TRY IT: Where the string "main" appears in a line of the material below, copy that line.

━━━ INPUT RECORDS

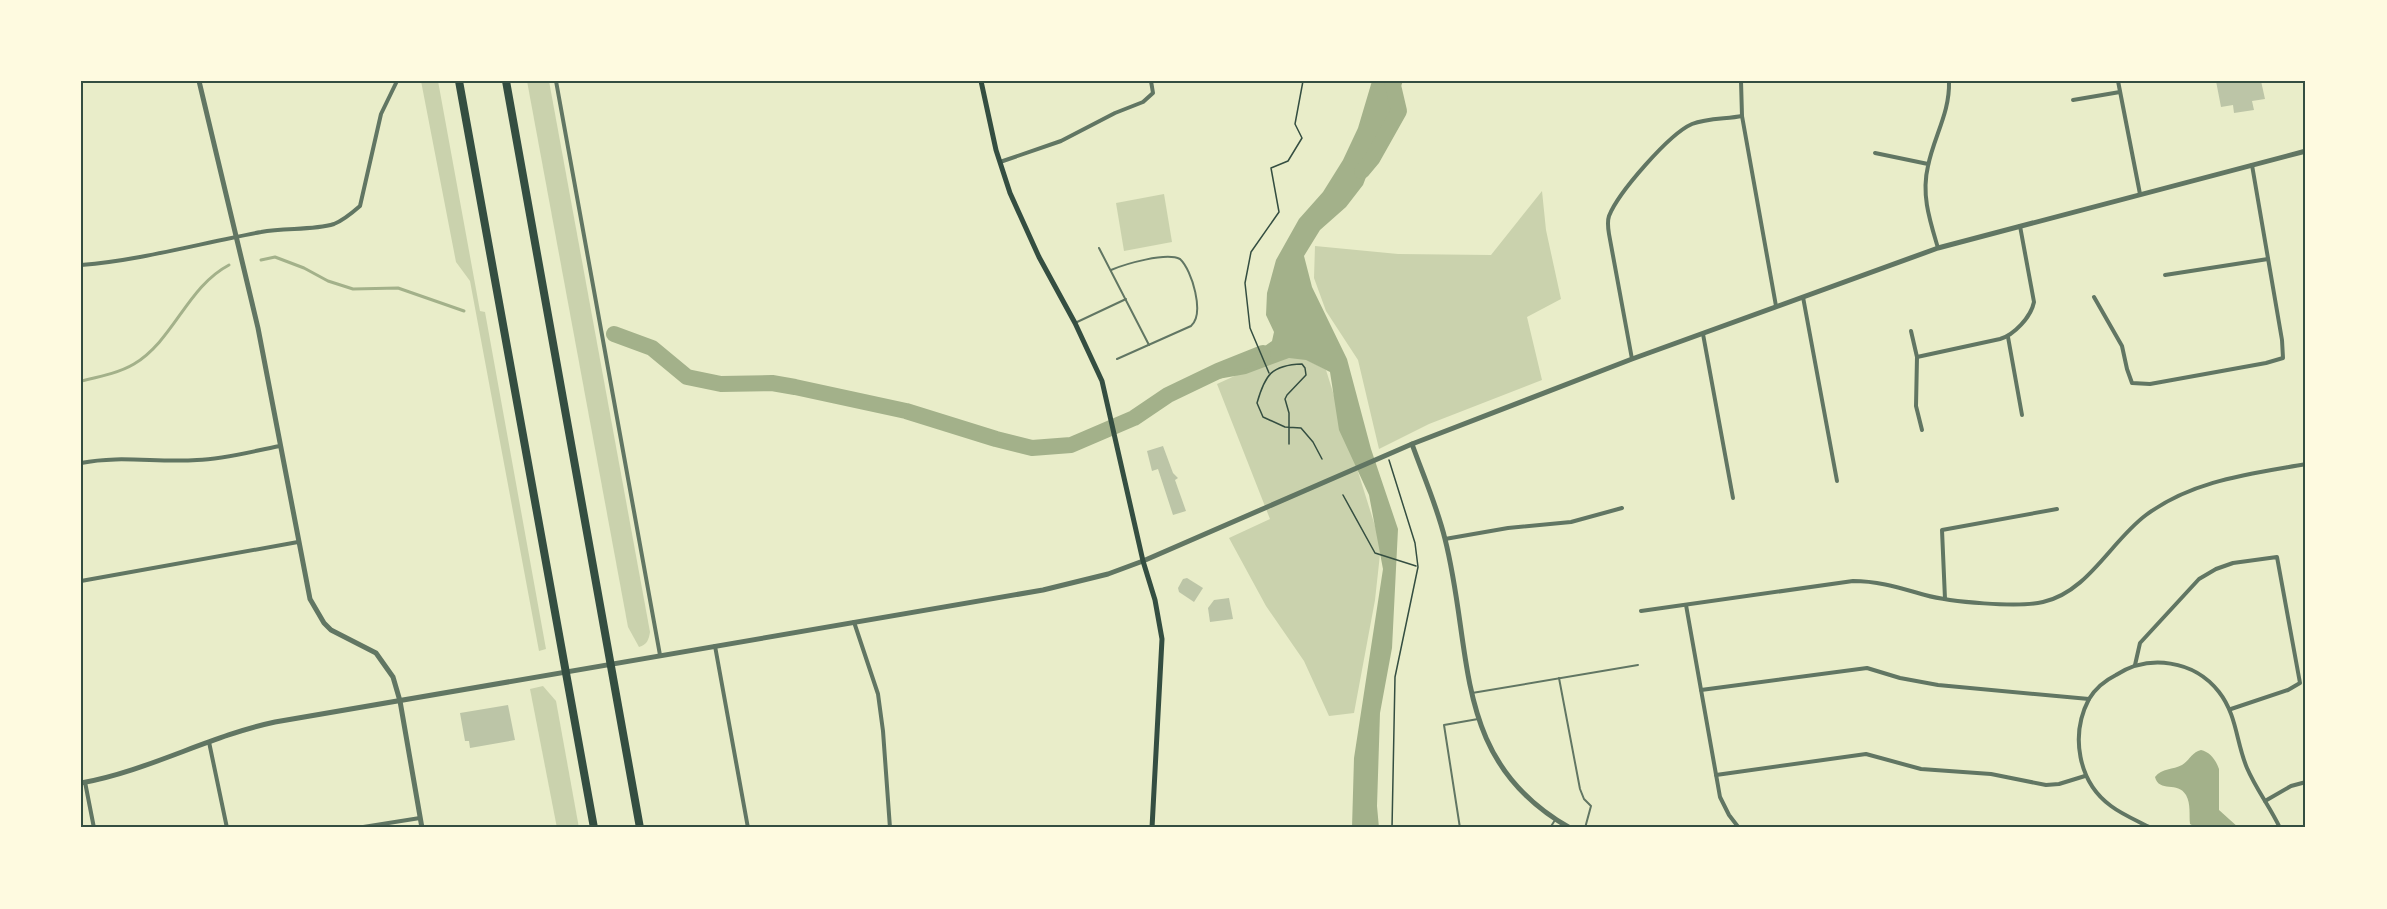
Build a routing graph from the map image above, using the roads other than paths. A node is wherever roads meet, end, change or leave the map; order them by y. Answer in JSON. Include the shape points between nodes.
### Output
{"nodes":[{"id":1,"x":200,"y":81,"type":"edge"},
{"id":2,"x":397,"y":81,"type":"edge"},
{"id":3,"x":459,"y":81,"type":"edge"},
{"id":4,"x":506,"y":81,"type":"edge"},
{"id":5,"x":556,"y":81,"type":"edge"},
{"id":6,"x":981,"y":81,"type":"edge"},
{"id":7,"x":1151,"y":81,"type":"edge"},
{"id":8,"x":1740,"y":81,"type":"edge"},
{"id":9,"x":1949,"y":81,"type":"edge"},
{"id":10,"x":2118,"y":81,"type":"edge"},
{"id":11,"x":2120,"y":92,"type":"junction"},
{"id":12,"x":2073,"y":100,"type":"dead end"},
{"id":13,"x":1742,"y":116,"type":"junction"},
{"id":14,"x":2306,"y":151,"type":"edge"},
{"id":15,"x":1875,"y":153,"type":"dead end"},
{"id":16,"x":1000,"y":162,"type":"junction"},
{"id":17,"x":1928,"y":164,"type":"junction"},
{"id":18,"x":2252,"y":165,"type":"junction"},
{"id":19,"x":2140,"y":194,"type":"junction"},
{"id":20,"x":2020,"y":226,"type":"junction"},
{"id":21,"x":238,"y":237,"type":"junction"},
{"id":22,"x":1099,"y":248,"type":"dead end"},
{"id":23,"x":1938,"y":248,"type":"junction"},
{"id":24,"x":2268,"y":259,"type":"junction"},
{"id":25,"x":81,"y":265,"type":"edge"},
{"id":26,"x":1111,"y":270,"type":"junction"},
{"id":27,"x":2165,"y":275,"type":"dead end"},
{"id":28,"x":1803,"y":297,"type":"junction"},
{"id":29,"x":2094,"y":297,"type":"dead end"},
{"id":30,"x":1126,"y":298,"type":"junction"},
{"id":31,"x":1776,"y":306,"type":"junction"},
{"id":32,"x":1075,"y":323,"type":"junction"},
{"id":33,"x":1911,"y":330,"type":"dead end"},
{"id":34,"x":1703,"y":334,"type":"junction"},
{"id":35,"x":2008,"y":337,"type":"junction"},
{"id":36,"x":1149,"y":345,"type":"junction"},
{"id":37,"x":1917,"y":357,"type":"junction"},
{"id":38,"x":1117,"y":359,"type":"dead end"},
{"id":39,"x":1632,"y":359,"type":"junction"},
{"id":40,"x":2022,"y":415,"type":"dead end"},
{"id":41,"x":1922,"y":430,"type":"dead end"},
{"id":42,"x":1412,"y":444,"type":"junction"},
{"id":43,"x":280,"y":446,"type":"junction"},
{"id":44,"x":81,"y":463,"type":"edge"},
{"id":45,"x":2306,"y":464,"type":"edge"},
{"id":46,"x":1838,"y":481,"type":"dead end"},
{"id":47,"x":1733,"y":498,"type":"dead end"},
{"id":48,"x":1622,"y":508,"type":"dead end"},
{"id":49,"x":2057,"y":509,"type":"dead end"},
{"id":50,"x":1445,"y":539,"type":"junction"},
{"id":51,"x":298,"y":542,"type":"junction"},
{"id":52,"x":1143,"y":561,"type":"junction"},
{"id":53,"x":81,"y":581,"type":"edge"},
{"id":54,"x":1945,"y":599,"type":"junction"},
{"id":55,"x":1686,"y":605,"type":"junction"},
{"id":56,"x":1641,"y":611,"type":"dead end"},
{"id":57,"x":854,"y":622,"type":"junction"},
{"id":58,"x":715,"y":646,"type":"junction"},
{"id":59,"x":660,"y":656,"type":"junction"},
{"id":60,"x":1638,"y":665,"type":"dead end"},
{"id":61,"x":2135,"y":665,"type":"junction"},
{"id":62,"x":1558,"y":678,"type":"junction"},
{"id":63,"x":1701,"y":690,"type":"junction"},
{"id":64,"x":1472,"y":693,"type":"junction"},
{"id":65,"x":2089,"y":699,"type":"junction"},
{"id":66,"x":400,"y":701,"type":"junction"},
{"id":67,"x":2230,"y":709,"type":"junction"},
{"id":68,"x":1478,"y":719,"type":"junction"},
{"id":69,"x":209,"y":742,"type":"junction"},
{"id":70,"x":1716,"y":774,"type":"junction"},
{"id":71,"x":2085,"y":776,"type":"junction"},
{"id":72,"x":2306,"y":782,"type":"edge"},
{"id":73,"x":83,"y":783,"type":"edge"},
{"id":74,"x":2265,"y":801,"type":"junction"},
{"id":75,"x":420,"y":818,"type":"junction"},
{"id":76,"x":1555,"y":820,"type":"junction"},
{"id":77,"x":94,"y":828,"type":"edge"},
{"id":78,"x":227,"y":828,"type":"edge"},
{"id":79,"x":357,"y":828,"type":"edge"},
{"id":80,"x":422,"y":828,"type":"edge"},
{"id":81,"x":594,"y":828,"type":"edge"},
{"id":82,"x":640,"y":828,"type":"edge"},
{"id":83,"x":748,"y":828,"type":"edge"},
{"id":84,"x":890,"y":828,"type":"edge"},
{"id":85,"x":1152,"y":828,"type":"edge"},
{"id":86,"x":1460,"y":828,"type":"edge"},
{"id":87,"x":1550,"y":828,"type":"edge"},
{"id":88,"x":1570,"y":828,"type":"edge"},
{"id":89,"x":1585,"y":828,"type":"edge"},
{"id":90,"x":1739,"y":828,"type":"edge"},
{"id":91,"x":2151,"y":828,"type":"edge"},
{"id":92,"x":2280,"y":828,"type":"edge"}],
"edges":[{"from":1,"to":21,"type":"street"},
{"from":2,"to":21,"type":"street","via":[[381,114],[360,206],[336,223]]},
{"from":3,"to":81,"type":"highway"},
{"from":4,"to":82,"type":"highway"},
{"from":5,"to":59,"type":"street"},
{"from":6,"to":16,"type":"main road"},
{"from":7,"to":16,"type":"street","via":[[1153,93],[1143,102],[1061,141]]},
{"from":8,"to":13,"type":"street"},
{"from":9,"to":17,"type":"street","via":[[1948,105]]},
{"from":10,"to":11,"type":"street"},
{"from":11,"to":12,"type":"street"},
{"from":11,"to":19,"type":"street"},
{"from":13,"to":31,"type":"street"},
{"from":13,"to":39,"type":"street","via":[[1686,128],[1654,156],[1612,209],[1609,234]]},
{"from":14,"to":18,"type":"street"},
{"from":15,"to":17,"type":"street"},
{"from":16,"to":32,"type":"main road","via":[[1038,257]]},
{"from":17,"to":23,"type":"street","via":[[1926,200]]},
{"from":18,"to":19,"type":"street"},
{"from":18,"to":24,"type":"street"},
{"from":19,"to":20,"type":"street"},
{"from":20,"to":23,"type":"street"},
{"from":20,"to":35,"type":"street","via":[[2034,302]]},
{"from":21,"to":25,"type":"street","via":[[116,262]]},
{"from":21,"to":43,"type":"street"},
{"from":22,"to":26,"type":"lane"},
{"from":23,"to":28,"type":"street"},
{"from":24,"to":27,"type":"street"},
{"from":24,"to":29,"type":"street","via":[[2283,357],[2266,363],[2150,384],[2132,383],[2122,346]]},
{"from":26,"to":30,"type":"lane"},
{"from":26,"to":36,"type":"lane","via":[[1169,256],[1185,263],[1198,312],[1196,320]]},
{"from":28,"to":31,"type":"street"},
{"from":28,"to":46,"type":"street"},
{"from":30,"to":32,"type":"lane"},
{"from":30,"to":36,"type":"lane"},
{"from":31,"to":34,"type":"street"},
{"from":32,"to":52,"type":"main road","via":[[1102,381]]},
{"from":33,"to":37,"type":"street"},
{"from":34,"to":39,"type":"street"},
{"from":34,"to":47,"type":"street"},
{"from":35,"to":37,"type":"street"},
{"from":35,"to":40,"type":"street"},
{"from":36,"to":38,"type":"lane"},
{"from":37,"to":41,"type":"street","via":[[1916,406]]},
{"from":39,"to":42,"type":"street"},
{"from":42,"to":50,"type":"street"},
{"from":42,"to":52,"type":"street"},
{"from":43,"to":44,"type":"street","via":[[195,461],[132,458]]},
{"from":43,"to":51,"type":"street"},
{"from":45,"to":54,"type":"street","via":[[2215,482],[2175,497],[2144,517],[2085,578],[2055,598],[2029,605]]},
{"from":48,"to":50,"type":"street","via":[[1571,522]]},
{"from":49,"to":54,"type":"street","via":[[1942,530]]},
{"from":50,"to":64,"type":"street"},
{"from":51,"to":53,"type":"street"},
{"from":51,"to":66,"type":"street","via":[[307,588],[318,615],[331,630],[376,653],[393,677]]},
{"from":52,"to":57,"type":"street","via":[[1043,590]]},
{"from":52,"to":85,"type":"main road","via":[[1162,639]]},
{"from":54,"to":55,"type":"street","via":[[1889,584],[1853,581]]},
{"from":55,"to":56,"type":"street"},
{"from":55,"to":63,"type":"street"},
{"from":57,"to":58,"type":"street"},
{"from":57,"to":84,"type":"street","via":[[878,694]]},
{"from":58,"to":59,"type":"street"},
{"from":58,"to":83,"type":"street"},
{"from":59,"to":66,"type":"street"},
{"from":60,"to":62,"type":"lane"},
{"from":61,"to":65,"type":"street","via":[[2109,678]]},
{"from":61,"to":67,"type":"street","via":[[2163,663],[2192,670],[2211,683]]},
{"from":61,"to":67,"type":"street","via":[[2140,644],[2199,579],[2233,563],[2277,557],[2300,683]]},
{"from":62,"to":64,"type":"lane"},
{"from":62,"to":89,"type":"lane","via":[[1580,789],[1591,806]]},
{"from":63,"to":65,"type":"street","via":[[1868,668],[1938,685]]},
{"from":63,"to":70,"type":"street"},
{"from":64,"to":68,"type":"street"},
{"from":65,"to":71,"type":"street","via":[[2079,739]]},
{"from":66,"to":69,"type":"street","via":[[260,725]]},
{"from":66,"to":75,"type":"street"},
{"from":67,"to":74,"type":"street","via":[[2242,756]]},
{"from":68,"to":76,"type":"street","via":[[1500,767],[1531,802]]},
{"from":68,"to":86,"type":"lane","via":[[1444,725]]},
{"from":69,"to":73,"type":"street"},
{"from":69,"to":78,"type":"street"},
{"from":70,"to":71,"type":"street","via":[[1866,754],[1921,769],[1991,774],[2046,785]]},
{"from":70,"to":90,"type":"street","via":[[1724,807]]},
{"from":71,"to":91,"type":"street","via":[[2110,806]]},
{"from":72,"to":74,"type":"street"},
{"from":73,"to":77,"type":"street"},
{"from":74,"to":92,"type":"street"},
{"from":75,"to":79,"type":"street"},
{"from":75,"to":80,"type":"street"},
{"from":76,"to":87,"type":"lane"},
{"from":76,"to":88,"type":"street"}]}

━━━━━━

COMPLETED TASK:
{"from":6,"to":16,"type":"main road"},
{"from":16,"to":32,"type":"main road","via":[[1038,257]]},
{"from":32,"to":52,"type":"main road","via":[[1102,381]]},
{"from":52,"to":85,"type":"main road","via":[[1162,639]]},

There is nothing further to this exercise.